Set down the records again, keeping each line exactly as it is.
==============================
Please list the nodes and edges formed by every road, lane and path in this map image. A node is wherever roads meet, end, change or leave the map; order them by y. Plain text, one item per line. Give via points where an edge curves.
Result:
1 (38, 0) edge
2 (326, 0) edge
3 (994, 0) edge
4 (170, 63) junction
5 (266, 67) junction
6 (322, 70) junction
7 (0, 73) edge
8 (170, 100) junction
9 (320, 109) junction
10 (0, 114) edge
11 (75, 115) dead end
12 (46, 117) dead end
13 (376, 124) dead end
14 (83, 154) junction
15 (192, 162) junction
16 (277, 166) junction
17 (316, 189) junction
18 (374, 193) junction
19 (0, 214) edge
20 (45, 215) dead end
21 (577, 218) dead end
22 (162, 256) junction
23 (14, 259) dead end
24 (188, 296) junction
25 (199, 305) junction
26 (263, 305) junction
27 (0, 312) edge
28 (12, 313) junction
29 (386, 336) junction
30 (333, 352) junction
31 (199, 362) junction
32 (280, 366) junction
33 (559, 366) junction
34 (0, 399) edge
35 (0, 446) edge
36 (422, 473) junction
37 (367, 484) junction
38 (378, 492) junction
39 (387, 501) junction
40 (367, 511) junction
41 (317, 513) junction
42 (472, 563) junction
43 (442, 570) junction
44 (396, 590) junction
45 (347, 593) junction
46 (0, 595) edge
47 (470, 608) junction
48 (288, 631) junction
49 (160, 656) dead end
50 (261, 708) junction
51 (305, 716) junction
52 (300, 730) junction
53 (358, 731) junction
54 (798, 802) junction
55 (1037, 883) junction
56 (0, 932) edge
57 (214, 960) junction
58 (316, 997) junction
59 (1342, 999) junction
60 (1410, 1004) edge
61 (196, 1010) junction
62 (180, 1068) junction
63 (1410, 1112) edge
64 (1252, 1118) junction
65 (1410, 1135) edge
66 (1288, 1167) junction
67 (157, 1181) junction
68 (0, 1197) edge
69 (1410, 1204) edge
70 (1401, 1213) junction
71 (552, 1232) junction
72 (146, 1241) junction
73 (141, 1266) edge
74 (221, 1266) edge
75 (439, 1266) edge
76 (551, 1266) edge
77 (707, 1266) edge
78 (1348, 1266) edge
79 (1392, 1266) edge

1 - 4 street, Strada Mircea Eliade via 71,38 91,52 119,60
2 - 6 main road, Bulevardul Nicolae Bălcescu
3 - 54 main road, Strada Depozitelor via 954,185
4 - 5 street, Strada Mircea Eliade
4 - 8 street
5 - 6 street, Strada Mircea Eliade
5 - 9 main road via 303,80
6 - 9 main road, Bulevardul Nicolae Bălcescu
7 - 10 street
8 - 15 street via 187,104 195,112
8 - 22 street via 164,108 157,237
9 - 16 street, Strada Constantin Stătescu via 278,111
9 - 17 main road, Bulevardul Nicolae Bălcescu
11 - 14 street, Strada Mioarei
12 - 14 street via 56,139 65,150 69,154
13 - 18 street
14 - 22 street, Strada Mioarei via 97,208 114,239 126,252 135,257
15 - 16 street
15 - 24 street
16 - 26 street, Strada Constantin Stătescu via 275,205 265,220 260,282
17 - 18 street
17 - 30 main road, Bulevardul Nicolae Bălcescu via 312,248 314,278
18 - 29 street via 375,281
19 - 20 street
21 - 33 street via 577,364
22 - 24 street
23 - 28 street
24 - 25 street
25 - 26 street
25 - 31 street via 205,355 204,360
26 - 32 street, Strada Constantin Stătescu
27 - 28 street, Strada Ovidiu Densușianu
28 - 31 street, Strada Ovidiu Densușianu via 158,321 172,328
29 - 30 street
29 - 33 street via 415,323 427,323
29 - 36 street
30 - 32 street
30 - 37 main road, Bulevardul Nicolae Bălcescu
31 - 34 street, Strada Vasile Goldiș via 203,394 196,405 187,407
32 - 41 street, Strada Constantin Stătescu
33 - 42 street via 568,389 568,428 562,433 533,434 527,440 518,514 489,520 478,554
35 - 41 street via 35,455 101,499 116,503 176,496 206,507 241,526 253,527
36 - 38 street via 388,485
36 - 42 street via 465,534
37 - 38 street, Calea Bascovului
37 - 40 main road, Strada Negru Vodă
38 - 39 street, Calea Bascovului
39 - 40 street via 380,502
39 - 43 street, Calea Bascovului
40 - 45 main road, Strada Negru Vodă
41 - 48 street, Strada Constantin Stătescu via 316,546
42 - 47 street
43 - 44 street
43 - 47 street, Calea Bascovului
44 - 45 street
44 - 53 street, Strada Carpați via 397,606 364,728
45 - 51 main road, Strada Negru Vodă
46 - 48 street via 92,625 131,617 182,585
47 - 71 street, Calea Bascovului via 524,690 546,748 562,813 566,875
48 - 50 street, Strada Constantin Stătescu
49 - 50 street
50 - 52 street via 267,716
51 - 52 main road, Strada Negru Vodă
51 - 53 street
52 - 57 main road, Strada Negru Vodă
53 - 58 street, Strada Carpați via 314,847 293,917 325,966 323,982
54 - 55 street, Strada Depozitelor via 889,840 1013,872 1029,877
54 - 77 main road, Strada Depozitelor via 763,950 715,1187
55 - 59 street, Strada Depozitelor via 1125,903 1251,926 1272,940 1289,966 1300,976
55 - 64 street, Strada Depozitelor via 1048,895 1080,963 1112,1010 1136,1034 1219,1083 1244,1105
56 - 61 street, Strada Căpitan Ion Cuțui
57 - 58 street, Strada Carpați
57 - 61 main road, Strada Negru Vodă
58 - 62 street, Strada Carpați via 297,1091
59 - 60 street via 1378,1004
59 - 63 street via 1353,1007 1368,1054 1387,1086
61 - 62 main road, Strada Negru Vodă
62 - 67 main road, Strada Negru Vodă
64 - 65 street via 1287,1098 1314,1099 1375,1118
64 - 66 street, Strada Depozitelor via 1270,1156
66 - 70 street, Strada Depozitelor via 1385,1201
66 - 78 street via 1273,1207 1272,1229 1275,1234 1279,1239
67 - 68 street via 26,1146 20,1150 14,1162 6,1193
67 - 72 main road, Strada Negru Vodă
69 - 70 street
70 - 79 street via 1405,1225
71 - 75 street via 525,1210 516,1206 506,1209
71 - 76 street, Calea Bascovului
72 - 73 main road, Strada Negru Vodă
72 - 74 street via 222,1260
==============================
RESPONSE AREA:
Please list the nodes and edges formed by every road, lane and path in this map image. A node is wherever roads meet, end, change or leave the map; order them by y. Plain text, one item per line. Give via points where an edge curves.
Result:
1 (38, 0) edge
2 (326, 0) edge
3 (994, 0) edge
4 (170, 63) junction
5 (266, 67) junction
6 (322, 70) junction
7 (0, 73) edge
8 (170, 100) junction
9 (320, 109) junction
10 (0, 114) edge
11 (75, 115) dead end
12 (46, 117) dead end
13 (376, 124) dead end
14 (83, 154) junction
15 (192, 162) junction
16 (277, 166) junction
17 (316, 189) junction
18 (374, 193) junction
19 (0, 214) edge
20 (45, 215) dead end
21 (577, 218) dead end
22 (162, 256) junction
23 (14, 259) dead end
24 (188, 296) junction
25 (199, 305) junction
26 (263, 305) junction
27 (0, 312) edge
28 (12, 313) junction
29 (386, 336) junction
30 (333, 352) junction
31 (199, 362) junction
32 (280, 366) junction
33 (559, 366) junction
34 (0, 399) edge
35 (0, 446) edge
36 (422, 473) junction
37 (367, 484) junction
38 (378, 492) junction
39 (387, 501) junction
40 (367, 511) junction
41 (317, 513) junction
42 (472, 563) junction
43 (442, 570) junction
44 (396, 590) junction
45 (347, 593) junction
46 (0, 595) edge
47 (470, 608) junction
48 (288, 631) junction
49 (160, 656) dead end
50 (261, 708) junction
51 (305, 716) junction
52 (300, 730) junction
53 (358, 731) junction
54 (798, 802) junction
55 (1037, 883) junction
56 (0, 932) edge
57 (214, 960) junction
58 (316, 997) junction
59 (1342, 999) junction
60 (1410, 1004) edge
61 (196, 1010) junction
62 (180, 1068) junction
63 (1410, 1112) edge
64 (1252, 1118) junction
65 (1410, 1135) edge
66 (1288, 1167) junction
67 (157, 1181) junction
68 (0, 1197) edge
69 (1410, 1204) edge
70 (1401, 1213) junction
71 (552, 1232) junction
72 (146, 1241) junction
73 (141, 1266) edge
74 (221, 1266) edge
75 (439, 1266) edge
76 (551, 1266) edge
77 (707, 1266) edge
78 (1348, 1266) edge
79 (1392, 1266) edge

1 - 4 street, Strada Mircea Eliade via 71,38 91,52 119,60
2 - 6 main road, Bulevardul Nicolae Bălcescu
3 - 54 main road, Strada Depozitelor via 954,185
4 - 5 street, Strada Mircea Eliade
4 - 8 street
5 - 6 street, Strada Mircea Eliade
5 - 9 main road via 303,80
6 - 9 main road, Bulevardul Nicolae Bălcescu
7 - 10 street
8 - 15 street via 187,104 195,112
8 - 22 street via 164,108 157,237
9 - 16 street, Strada Constantin Stătescu via 278,111
9 - 17 main road, Bulevardul Nicolae Bălcescu
11 - 14 street, Strada Mioarei
12 - 14 street via 56,139 65,150 69,154
13 - 18 street
14 - 22 street, Strada Mioarei via 97,208 114,239 126,252 135,257
15 - 16 street
15 - 24 street
16 - 26 street, Strada Constantin Stătescu via 275,205 265,220 260,282
17 - 18 street
17 - 30 main road, Bulevardul Nicolae Bălcescu via 312,248 314,278
18 - 29 street via 375,281
19 - 20 street
21 - 33 street via 577,364
22 - 24 street
23 - 28 street
24 - 25 street
25 - 26 street
25 - 31 street via 205,355 204,360
26 - 32 street, Strada Constantin Stătescu
27 - 28 street, Strada Ovidiu Densușianu
28 - 31 street, Strada Ovidiu Densușianu via 158,321 172,328
29 - 30 street
29 - 33 street via 415,323 427,323
29 - 36 street
30 - 32 street
30 - 37 main road, Bulevardul Nicolae Bălcescu
31 - 34 street, Strada Vasile Goldiș via 203,394 196,405 187,407
32 - 41 street, Strada Constantin Stătescu
33 - 42 street via 568,389 568,428 562,433 533,434 527,440 518,514 489,520 478,554
35 - 41 street via 35,455 101,499 116,503 176,496 206,507 241,526 253,527
36 - 38 street via 388,485
36 - 42 street via 465,534
37 - 38 street, Calea Bascovului
37 - 40 main road, Strada Negru Vodă
38 - 39 street, Calea Bascovului
39 - 40 street via 380,502
39 - 43 street, Calea Bascovului
40 - 45 main road, Strada Negru Vodă
41 - 48 street, Strada Constantin Stătescu via 316,546
42 - 47 street
43 - 44 street
43 - 47 street, Calea Bascovului
44 - 45 street
44 - 53 street, Strada Carpați via 397,606 364,728
45 - 51 main road, Strada Negru Vodă
46 - 48 street via 92,625 131,617 182,585
47 - 71 street, Calea Bascovului via 524,690 546,748 562,813 566,875
48 - 50 street, Strada Constantin Stătescu
49 - 50 street
50 - 52 street via 267,716
51 - 52 main road, Strada Negru Vodă
51 - 53 street
52 - 57 main road, Strada Negru Vodă
53 - 58 street, Strada Carpați via 314,847 293,917 325,966 323,982
54 - 55 street, Strada Depozitelor via 889,840 1013,872 1029,877
54 - 77 main road, Strada Depozitelor via 763,950 715,1187
55 - 59 street, Strada Depozitelor via 1125,903 1251,926 1272,940 1289,966 1300,976
55 - 64 street, Strada Depozitelor via 1048,895 1080,963 1112,1010 1136,1034 1219,1083 1244,1105
56 - 61 street, Strada Căpitan Ion Cuțui
57 - 58 street, Strada Carpați
57 - 61 main road, Strada Negru Vodă
58 - 62 street, Strada Carpați via 297,1091
59 - 60 street via 1378,1004
59 - 63 street via 1353,1007 1368,1054 1387,1086
61 - 62 main road, Strada Negru Vodă
62 - 67 main road, Strada Negru Vodă
64 - 65 street via 1287,1098 1314,1099 1375,1118
64 - 66 street, Strada Depozitelor via 1270,1156
66 - 70 street, Strada Depozitelor via 1385,1201
66 - 78 street via 1273,1207 1272,1229 1275,1234 1279,1239
67 - 68 street via 26,1146 20,1150 14,1162 6,1193
67 - 72 main road, Strada Negru Vodă
69 - 70 street
70 - 79 street via 1405,1225
71 - 75 street via 525,1210 516,1206 506,1209
71 - 76 street, Calea Bascovului
72 - 73 main road, Strada Negru Vodă
72 - 74 street via 222,1260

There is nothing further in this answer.